- **Activity**: Please return each entry exactly as it appears, but not the pictures.
----------------
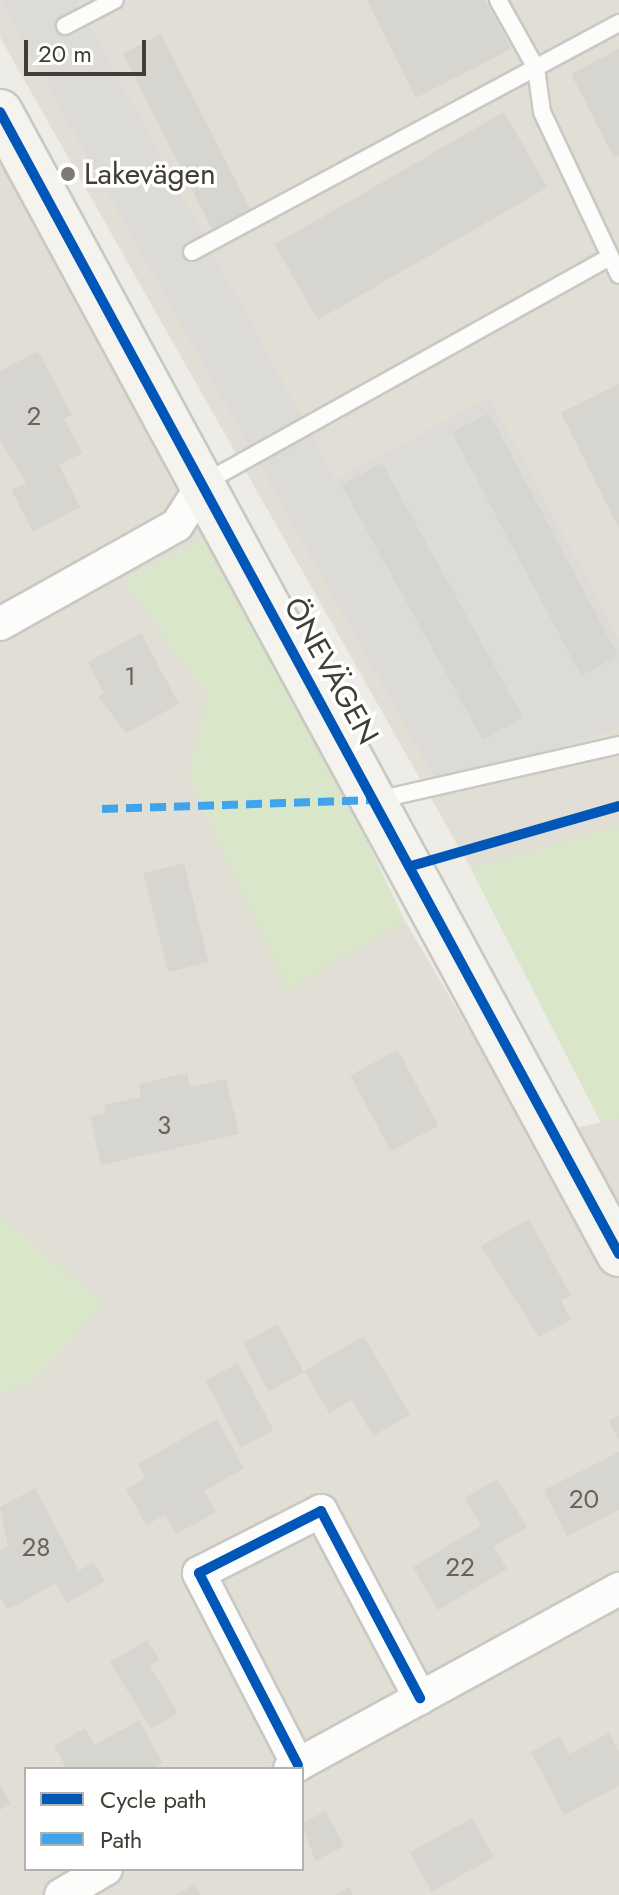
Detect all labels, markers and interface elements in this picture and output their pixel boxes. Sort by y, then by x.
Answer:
scale bar [28,24,150,74]
text: 20 m [38,36,92,71]
place label: Lakevägen [84,156,216,192]
marker: Lakevägen [59,165,77,183]
house number: 2 [27,401,41,433]
street label: ÖNEVÄGEN [276,591,386,751]
house number: 1 [124,661,136,693]
house number: 3 [157,1110,171,1142]
house number: 20 [569,1484,599,1516]
house number: 28 [22,1532,50,1564]
house number: 22 [445,1552,475,1584]
legend [24,1767,304,1871]
text: Cycle path [100,1782,207,1817]
text: Path [100,1822,142,1857]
----------------
- **Expected answer**:
Detect all labels, markers and interface elements in this picture and output their pixel boxes. Sort by y, then by x.
Answer:
scale bar [28,24,150,74]
text: 20 m [38,36,92,71]
place label: Lakevägen [84,156,216,192]
marker: Lakevägen [59,165,77,183]
house number: 2 [27,401,41,433]
street label: ÖNEVÄGEN [276,591,386,751]
house number: 1 [124,661,136,693]
house number: 3 [157,1110,171,1142]
house number: 20 [569,1484,599,1516]
house number: 28 [22,1532,50,1564]
house number: 22 [445,1552,475,1584]
legend [24,1767,304,1871]
text: Cycle path [100,1782,207,1817]
text: Path [100,1822,142,1857]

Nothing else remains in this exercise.